Surprises in disk reliability from Microsoft’s “free cooled” datacenters

HH5At Usenix ATC’16 last week, there was a “best of the rest” session which repeated selected papers presented at FAST’16 earlier this year. One that caught my interest was discussing disk reliability in free cooled data centers at Microsoft (Environmental conditions and disk reliability in free-cooled datacenters, see pp. 53-66).

The paper discusses disk reliability at 9 different datacenters in Microsoft for over 1M drives over the course of 1.5 to 4 years vs. how datacenters were cooled.

How to cool datacenters

HH0Free-cooled datacenters have become more fashionable of late because they reduce the energy needed to cool data centers.
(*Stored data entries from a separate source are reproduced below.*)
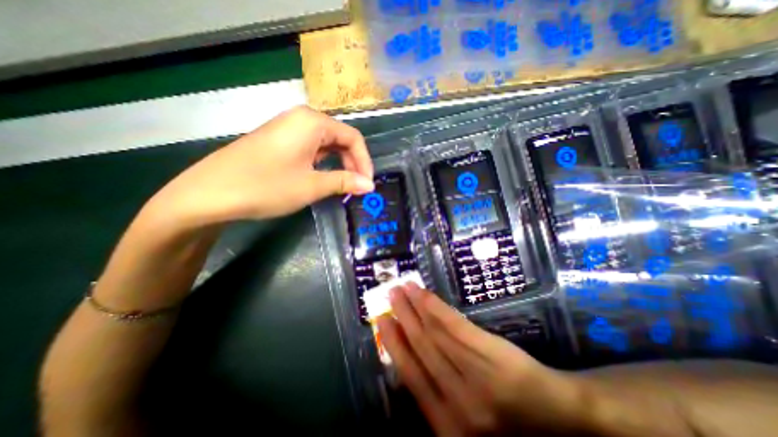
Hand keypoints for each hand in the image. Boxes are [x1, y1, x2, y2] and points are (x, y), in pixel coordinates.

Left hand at [149, 105, 376, 226]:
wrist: (210, 193)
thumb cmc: (267, 186)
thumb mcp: (312, 185)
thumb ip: (345, 182)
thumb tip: (370, 185)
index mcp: (313, 122)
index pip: (353, 138)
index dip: (365, 161)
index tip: (368, 184)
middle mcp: (302, 119)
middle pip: (340, 139)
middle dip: (353, 163)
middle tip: (357, 187)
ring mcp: (288, 129)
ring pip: (326, 144)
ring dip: (339, 164)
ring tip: (343, 186)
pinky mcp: (279, 141)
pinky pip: (311, 148)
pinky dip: (323, 163)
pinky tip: (323, 178)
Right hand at [376, 285, 582, 435]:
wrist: (558, 416)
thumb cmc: (508, 423)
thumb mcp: (464, 420)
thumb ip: (435, 394)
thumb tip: (407, 358)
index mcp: (445, 423)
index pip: (410, 375)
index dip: (393, 343)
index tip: (381, 320)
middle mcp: (455, 399)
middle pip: (420, 347)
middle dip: (401, 317)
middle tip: (389, 295)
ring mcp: (473, 373)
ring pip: (434, 332)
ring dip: (414, 307)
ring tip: (402, 288)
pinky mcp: (488, 351)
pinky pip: (454, 325)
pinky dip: (434, 307)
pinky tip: (423, 293)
The paper classifies datacenter cooling styles into:

  • Chiller-based – which uses chilled water to carry heat out of the data center to the outside where it can be dissipated and the water re-cooled is then re-cooled via chillers and recirculated. These datacenters typically have a Power Use Efficiency (PUE) of 1.7.
  • Water-side economized – which improves the chiller-based approach by bypassing chillers (and turning them off) when cooling towers alone are sufficient to cool the water before it is returned to the datacenter. These datacenters have a PUE of 1.19
  • Free-cooled – which uses large fans to blow cool outside filtered air into the datacenter and uses similar fans to blow warm air back out of the datacenter, thus have no chillers or cooling towers. When the outside air is too hot, evaporative cooling can be used to bring the outside air temperature down, when the outside air is too cold, warm inside air can be recycled to warm it up. These datacenters have a PUE of 1.12

The problem with free-cooled datacenters is that server equipment is subject to warmer temperatures and more variable relative humidity.

Microsoft hyper-scale datacenters

HH1Data was gathered across 9 of Microsoft hyper-scale data centers, 2 of which were chiller cooled, 2 of which were water-side economized cooled and the remaining 5 were all free-cooled.
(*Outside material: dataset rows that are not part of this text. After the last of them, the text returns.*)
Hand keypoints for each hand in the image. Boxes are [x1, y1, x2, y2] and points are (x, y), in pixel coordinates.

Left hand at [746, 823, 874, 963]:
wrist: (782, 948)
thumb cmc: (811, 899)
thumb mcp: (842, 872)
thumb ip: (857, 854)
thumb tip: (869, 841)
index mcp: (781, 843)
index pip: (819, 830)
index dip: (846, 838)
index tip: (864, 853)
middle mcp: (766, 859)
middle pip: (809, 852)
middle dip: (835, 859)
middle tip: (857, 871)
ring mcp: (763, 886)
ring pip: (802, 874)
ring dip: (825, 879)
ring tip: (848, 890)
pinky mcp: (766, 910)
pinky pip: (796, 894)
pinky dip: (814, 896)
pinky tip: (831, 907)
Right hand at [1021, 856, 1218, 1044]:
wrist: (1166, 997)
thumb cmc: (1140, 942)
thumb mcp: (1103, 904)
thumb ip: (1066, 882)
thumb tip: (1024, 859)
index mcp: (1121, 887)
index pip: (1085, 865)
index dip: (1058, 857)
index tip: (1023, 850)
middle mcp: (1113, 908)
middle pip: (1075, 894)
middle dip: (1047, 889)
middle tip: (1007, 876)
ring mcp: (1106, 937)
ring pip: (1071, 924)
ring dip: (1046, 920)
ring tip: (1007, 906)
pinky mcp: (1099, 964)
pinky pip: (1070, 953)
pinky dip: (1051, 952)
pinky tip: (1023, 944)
One of the free-cooled data centers was in a cool and dry (CD) climate and the 4 remaining free-cooled data centers were in hot and humid (HH) climates. The chart shows the temperature range and relative humidity range of different spots in the first hot and humid (HH1) datacenter.

The other interesting information was that (free-cooled) HH1 typically runs its servers cooler than (chiller cooled) HD1 datacenter.

The bad news

HH2Free-cooled hot and humid datacenters have much higher disk annual failure rates (AFR) than chiller or water-side economized datacenters. The paper didn’t discuss non-disk errors but did indicate that in HH1, disk errors corresponded to 83% of all component failures.

HH3It appears from the data they have gathered that relative humidity is the main driver of these higher disk failures Higher humidity seems to result in more disk controller and connectivity errors.

The good news

HH4Disk drive location, with respect to air flow, can make a big difference in relative humidity they encounter and ultimately, AFR.  They show that when disks are placed behind server air flow, they encounter higher temperature but lower relative humidity.

These days most systems I see have disks in front and server electronics in the back. Cold air usually enters the front and exits the back. According to their research, this is the worst configuration for free-cooled data centers. Disk-server relative placement should be reversed, with the disks closer to the hot aisle and the server componentry closer to the cold aisle, if we want to reduce relative humidity exposure.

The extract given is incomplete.